(Beginning of DATA LISTING)

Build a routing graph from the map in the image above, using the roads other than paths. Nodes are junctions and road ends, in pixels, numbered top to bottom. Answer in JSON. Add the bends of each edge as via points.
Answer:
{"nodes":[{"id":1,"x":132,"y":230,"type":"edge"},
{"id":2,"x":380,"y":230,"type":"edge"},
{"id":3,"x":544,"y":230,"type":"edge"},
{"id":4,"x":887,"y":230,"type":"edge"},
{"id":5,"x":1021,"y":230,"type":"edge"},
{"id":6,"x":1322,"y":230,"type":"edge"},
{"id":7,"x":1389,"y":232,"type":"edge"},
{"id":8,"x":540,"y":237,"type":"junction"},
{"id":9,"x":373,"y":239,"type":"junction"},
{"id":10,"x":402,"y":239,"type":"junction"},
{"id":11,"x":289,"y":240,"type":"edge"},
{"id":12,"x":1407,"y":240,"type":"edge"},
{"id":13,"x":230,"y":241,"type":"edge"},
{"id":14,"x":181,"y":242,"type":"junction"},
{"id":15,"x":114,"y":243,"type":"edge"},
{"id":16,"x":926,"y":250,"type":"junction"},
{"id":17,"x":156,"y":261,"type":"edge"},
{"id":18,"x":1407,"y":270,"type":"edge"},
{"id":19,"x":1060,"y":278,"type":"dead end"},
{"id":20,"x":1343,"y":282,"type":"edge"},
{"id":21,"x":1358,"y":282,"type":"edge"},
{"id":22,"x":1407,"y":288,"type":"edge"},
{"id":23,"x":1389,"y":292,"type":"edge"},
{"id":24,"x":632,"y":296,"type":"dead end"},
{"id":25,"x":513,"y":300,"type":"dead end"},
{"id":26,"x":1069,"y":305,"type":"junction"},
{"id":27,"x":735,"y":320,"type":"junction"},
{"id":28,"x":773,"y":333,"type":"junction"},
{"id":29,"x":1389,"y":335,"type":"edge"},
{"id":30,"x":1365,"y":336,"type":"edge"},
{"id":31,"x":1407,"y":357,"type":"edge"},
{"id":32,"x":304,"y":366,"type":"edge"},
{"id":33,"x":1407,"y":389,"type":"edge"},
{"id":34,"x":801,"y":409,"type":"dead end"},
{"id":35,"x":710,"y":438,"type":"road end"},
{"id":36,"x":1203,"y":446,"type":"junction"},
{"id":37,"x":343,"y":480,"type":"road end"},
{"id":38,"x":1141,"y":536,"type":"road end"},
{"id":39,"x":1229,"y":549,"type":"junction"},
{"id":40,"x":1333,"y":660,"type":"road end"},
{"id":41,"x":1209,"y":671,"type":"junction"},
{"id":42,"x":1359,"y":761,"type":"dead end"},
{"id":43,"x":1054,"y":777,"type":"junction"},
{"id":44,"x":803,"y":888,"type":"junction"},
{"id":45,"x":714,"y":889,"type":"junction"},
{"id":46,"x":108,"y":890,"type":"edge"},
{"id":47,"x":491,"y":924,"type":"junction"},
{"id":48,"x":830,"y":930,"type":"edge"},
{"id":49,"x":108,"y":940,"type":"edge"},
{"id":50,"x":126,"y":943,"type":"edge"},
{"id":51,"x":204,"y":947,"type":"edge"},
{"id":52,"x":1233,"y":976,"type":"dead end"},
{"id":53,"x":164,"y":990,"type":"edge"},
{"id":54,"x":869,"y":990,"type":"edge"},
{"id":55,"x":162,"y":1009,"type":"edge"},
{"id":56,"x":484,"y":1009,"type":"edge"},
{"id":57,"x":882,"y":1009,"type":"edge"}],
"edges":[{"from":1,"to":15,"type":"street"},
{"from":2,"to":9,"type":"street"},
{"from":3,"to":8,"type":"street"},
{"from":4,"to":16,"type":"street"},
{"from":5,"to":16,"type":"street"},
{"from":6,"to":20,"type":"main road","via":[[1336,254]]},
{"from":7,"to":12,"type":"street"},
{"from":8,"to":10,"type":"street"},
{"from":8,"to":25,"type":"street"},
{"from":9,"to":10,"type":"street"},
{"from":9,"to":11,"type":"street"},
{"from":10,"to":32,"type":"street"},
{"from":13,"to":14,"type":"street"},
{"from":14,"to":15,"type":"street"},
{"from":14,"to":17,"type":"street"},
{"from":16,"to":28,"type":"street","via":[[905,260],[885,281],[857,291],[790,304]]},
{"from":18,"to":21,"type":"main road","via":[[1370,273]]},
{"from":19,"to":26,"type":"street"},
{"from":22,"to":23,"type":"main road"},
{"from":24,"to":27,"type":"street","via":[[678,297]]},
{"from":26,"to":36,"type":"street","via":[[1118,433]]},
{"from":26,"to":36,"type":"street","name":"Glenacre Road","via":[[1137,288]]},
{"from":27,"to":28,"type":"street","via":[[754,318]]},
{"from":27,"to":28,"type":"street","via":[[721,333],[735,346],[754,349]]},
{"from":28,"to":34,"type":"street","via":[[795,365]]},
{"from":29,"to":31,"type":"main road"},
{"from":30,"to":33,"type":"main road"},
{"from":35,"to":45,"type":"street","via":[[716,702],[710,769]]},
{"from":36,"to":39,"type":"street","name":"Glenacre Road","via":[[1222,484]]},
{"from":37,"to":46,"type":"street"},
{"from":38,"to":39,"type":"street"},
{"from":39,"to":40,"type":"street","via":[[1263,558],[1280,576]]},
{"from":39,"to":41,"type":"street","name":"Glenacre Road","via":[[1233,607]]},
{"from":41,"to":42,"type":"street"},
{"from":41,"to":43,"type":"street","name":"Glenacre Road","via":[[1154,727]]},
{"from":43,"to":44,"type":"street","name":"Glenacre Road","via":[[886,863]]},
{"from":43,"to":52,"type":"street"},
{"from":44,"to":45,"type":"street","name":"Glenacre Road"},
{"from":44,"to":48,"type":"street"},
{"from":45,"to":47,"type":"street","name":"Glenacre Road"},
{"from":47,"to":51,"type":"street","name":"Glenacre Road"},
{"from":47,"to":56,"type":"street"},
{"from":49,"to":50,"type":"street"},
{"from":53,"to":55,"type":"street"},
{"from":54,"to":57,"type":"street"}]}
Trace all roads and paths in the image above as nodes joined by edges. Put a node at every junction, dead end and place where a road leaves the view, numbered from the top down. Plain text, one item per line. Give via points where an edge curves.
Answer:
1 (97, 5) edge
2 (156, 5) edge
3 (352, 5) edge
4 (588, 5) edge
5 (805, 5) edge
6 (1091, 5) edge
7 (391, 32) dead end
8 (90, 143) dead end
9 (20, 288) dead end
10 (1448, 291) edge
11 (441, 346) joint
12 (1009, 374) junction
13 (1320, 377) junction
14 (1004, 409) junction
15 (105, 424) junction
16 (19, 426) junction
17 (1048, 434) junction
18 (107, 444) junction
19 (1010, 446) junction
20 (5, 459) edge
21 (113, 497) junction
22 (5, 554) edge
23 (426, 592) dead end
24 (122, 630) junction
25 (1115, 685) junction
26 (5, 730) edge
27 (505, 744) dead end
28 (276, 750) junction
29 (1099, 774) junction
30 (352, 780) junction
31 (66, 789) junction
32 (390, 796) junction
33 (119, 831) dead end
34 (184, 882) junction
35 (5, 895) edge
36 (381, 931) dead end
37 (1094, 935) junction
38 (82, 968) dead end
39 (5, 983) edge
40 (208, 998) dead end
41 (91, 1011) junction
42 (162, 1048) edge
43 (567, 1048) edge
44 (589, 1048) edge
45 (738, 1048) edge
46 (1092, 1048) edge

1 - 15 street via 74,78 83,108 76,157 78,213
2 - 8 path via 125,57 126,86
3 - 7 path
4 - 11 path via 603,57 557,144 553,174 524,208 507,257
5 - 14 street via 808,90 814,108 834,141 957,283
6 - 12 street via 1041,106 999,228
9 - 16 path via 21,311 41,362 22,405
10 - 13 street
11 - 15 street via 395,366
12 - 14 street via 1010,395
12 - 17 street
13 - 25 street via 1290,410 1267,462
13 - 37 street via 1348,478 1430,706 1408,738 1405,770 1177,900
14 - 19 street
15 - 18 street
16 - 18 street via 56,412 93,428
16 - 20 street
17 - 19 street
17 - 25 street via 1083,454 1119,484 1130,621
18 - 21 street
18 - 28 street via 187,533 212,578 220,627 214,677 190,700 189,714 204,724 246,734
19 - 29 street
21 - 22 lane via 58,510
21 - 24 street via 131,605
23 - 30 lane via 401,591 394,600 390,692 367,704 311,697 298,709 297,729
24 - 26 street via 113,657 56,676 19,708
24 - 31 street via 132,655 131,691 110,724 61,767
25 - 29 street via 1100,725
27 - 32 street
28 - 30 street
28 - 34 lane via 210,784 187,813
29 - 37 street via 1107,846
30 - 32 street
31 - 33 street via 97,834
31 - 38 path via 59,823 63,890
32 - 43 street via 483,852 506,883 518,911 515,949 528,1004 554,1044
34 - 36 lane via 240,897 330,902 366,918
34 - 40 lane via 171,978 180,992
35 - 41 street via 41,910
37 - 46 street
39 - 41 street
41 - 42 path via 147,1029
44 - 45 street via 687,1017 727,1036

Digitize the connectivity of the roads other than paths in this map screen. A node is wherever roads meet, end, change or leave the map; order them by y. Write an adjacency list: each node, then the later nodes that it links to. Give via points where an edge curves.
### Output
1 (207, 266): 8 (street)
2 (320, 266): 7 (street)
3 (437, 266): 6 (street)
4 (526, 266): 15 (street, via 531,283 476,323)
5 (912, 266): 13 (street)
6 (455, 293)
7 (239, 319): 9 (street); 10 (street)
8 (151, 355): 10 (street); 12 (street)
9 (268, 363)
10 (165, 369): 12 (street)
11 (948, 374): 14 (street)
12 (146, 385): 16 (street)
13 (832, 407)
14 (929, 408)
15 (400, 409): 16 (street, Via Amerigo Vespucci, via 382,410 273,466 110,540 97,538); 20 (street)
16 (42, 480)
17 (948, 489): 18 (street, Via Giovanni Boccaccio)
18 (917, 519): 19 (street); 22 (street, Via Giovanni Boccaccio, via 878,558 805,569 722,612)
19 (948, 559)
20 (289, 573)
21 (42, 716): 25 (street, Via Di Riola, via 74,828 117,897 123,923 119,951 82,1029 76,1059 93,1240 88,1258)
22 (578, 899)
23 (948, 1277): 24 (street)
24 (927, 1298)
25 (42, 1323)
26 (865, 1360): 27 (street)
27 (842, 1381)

(End of DATA LISTING)

Report every line of the data above that contains the string "edges" by copying it in full.

"edges":[{"from":1,"to":15,"type":"street"},
Trace all roads and paths in the image above as nodes joined by edges. Put a node at every junction, dead end and place where a road leaves the view, numbered from the top down. Plain text, one item per line. Give via points where an edge curves.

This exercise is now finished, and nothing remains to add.